Most of the people here would say that the luddites were wrong to protect their industry by trying to block new technology and harass those who used it. Yet that's
exactly what the publishing industry is doing with peer-to-peer, and it gets applauded. Go figure.
- And the peer-to-peer being driven by immature kids who want free rides. Go figure. Just because a technology is "new" does not make it good nor legitimate. Just think atomic bomb.
- Argument by insult. Ahh, yes, you must be CostinCozianu.
Convince me to give you $10 million without paying back any of it.
- People are convinced to do this all the time. Usually it's called "donation", sometimes to charitable causes, but sometimes for other purposes.
Simple one word answer: stock.
Why would I buy stock in something that can't be sold?

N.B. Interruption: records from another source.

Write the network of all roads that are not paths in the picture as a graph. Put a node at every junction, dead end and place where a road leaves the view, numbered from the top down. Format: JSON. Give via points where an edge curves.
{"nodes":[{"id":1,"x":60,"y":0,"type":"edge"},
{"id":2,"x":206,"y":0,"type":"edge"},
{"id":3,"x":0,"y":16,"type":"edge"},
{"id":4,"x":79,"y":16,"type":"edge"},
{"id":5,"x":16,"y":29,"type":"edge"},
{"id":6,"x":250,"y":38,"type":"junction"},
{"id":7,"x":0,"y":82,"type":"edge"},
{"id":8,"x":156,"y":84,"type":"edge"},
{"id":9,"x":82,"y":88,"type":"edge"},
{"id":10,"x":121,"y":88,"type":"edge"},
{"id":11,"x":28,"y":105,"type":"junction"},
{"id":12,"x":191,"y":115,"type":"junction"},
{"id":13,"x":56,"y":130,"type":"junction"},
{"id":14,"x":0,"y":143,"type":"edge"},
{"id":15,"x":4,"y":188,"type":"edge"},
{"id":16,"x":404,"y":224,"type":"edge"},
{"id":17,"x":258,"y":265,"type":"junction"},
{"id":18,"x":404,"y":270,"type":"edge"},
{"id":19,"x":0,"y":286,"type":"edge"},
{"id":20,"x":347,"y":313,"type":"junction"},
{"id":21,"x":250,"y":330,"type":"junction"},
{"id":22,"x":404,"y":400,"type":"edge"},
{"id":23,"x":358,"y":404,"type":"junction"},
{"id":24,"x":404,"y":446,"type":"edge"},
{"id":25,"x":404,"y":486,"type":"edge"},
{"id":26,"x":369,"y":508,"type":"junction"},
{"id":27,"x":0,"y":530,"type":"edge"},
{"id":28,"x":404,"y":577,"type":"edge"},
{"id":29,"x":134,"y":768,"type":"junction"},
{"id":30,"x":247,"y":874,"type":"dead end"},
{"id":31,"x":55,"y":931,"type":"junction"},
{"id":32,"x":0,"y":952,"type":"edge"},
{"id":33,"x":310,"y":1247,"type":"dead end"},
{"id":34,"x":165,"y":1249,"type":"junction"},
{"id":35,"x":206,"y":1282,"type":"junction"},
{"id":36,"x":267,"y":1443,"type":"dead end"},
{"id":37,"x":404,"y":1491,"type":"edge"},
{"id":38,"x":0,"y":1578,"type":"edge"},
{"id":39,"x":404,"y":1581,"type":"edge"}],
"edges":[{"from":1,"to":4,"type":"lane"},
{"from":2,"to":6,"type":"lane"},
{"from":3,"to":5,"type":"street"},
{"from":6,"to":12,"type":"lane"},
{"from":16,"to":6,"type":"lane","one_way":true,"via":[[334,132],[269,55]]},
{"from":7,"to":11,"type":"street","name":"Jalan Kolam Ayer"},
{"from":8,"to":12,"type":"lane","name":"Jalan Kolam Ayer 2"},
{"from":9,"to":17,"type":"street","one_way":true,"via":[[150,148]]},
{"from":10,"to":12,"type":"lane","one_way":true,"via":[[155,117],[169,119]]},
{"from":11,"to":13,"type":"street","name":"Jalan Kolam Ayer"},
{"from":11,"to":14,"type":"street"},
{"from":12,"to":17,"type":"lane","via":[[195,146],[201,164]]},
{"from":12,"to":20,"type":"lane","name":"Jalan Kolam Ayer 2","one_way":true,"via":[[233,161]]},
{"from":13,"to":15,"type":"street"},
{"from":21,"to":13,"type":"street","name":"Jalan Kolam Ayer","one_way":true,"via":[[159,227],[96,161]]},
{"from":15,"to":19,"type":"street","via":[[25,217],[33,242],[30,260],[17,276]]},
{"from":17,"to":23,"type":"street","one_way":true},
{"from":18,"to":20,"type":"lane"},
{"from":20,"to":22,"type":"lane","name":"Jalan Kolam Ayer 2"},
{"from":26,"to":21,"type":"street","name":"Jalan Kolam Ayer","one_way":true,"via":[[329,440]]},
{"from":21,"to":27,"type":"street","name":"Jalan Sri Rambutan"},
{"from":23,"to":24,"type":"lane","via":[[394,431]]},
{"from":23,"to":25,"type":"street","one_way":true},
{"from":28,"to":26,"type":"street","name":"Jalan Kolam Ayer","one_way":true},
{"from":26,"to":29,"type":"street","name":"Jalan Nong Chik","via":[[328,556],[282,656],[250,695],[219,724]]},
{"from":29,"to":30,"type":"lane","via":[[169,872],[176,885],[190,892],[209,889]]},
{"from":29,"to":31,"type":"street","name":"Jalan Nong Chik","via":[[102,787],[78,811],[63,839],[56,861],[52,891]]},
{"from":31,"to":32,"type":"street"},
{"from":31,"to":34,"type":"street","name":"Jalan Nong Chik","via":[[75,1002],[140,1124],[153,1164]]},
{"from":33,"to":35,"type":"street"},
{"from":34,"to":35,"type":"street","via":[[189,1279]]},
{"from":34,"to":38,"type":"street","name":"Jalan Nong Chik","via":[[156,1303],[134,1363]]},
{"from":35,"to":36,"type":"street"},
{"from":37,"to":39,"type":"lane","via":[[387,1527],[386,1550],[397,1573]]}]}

" No one buys what they can get for free, so we're not really talking about losing the chance to gain something. We're talking about ensuring that nothing can be gained. And losing the chance to gain something is nothing to be ignored. The chance to gain something fuels our entire economy. Without a potential for profit there is no research, developement, exploration or investment. If a product has no immediate or potential economic value then only the wealthy can afford to invest their time in its production. "
Hmm... I guess I should ask for my money back; I just finished putting several hundred dollars back into several projects which are open source or otherwise available for free.
There are many people who buy proprietary software, with the full knowledge that it is freely available via p2p, that the likelyhood that they ever are punished for such action is slim to nil, and that the punishment itself is likely to be no worse than the cost of buying the licence in the first place. In other words, they pay, and not because the owner wants to be paid.
The reasons can be varied; they may feel that it is morally correct to pay somebody when they gain advantage from somebody else's effort.
I feel the most important reason to pay is this: what's done is done. I don't pay an author for what he's done. I pay an author for what he may yet do.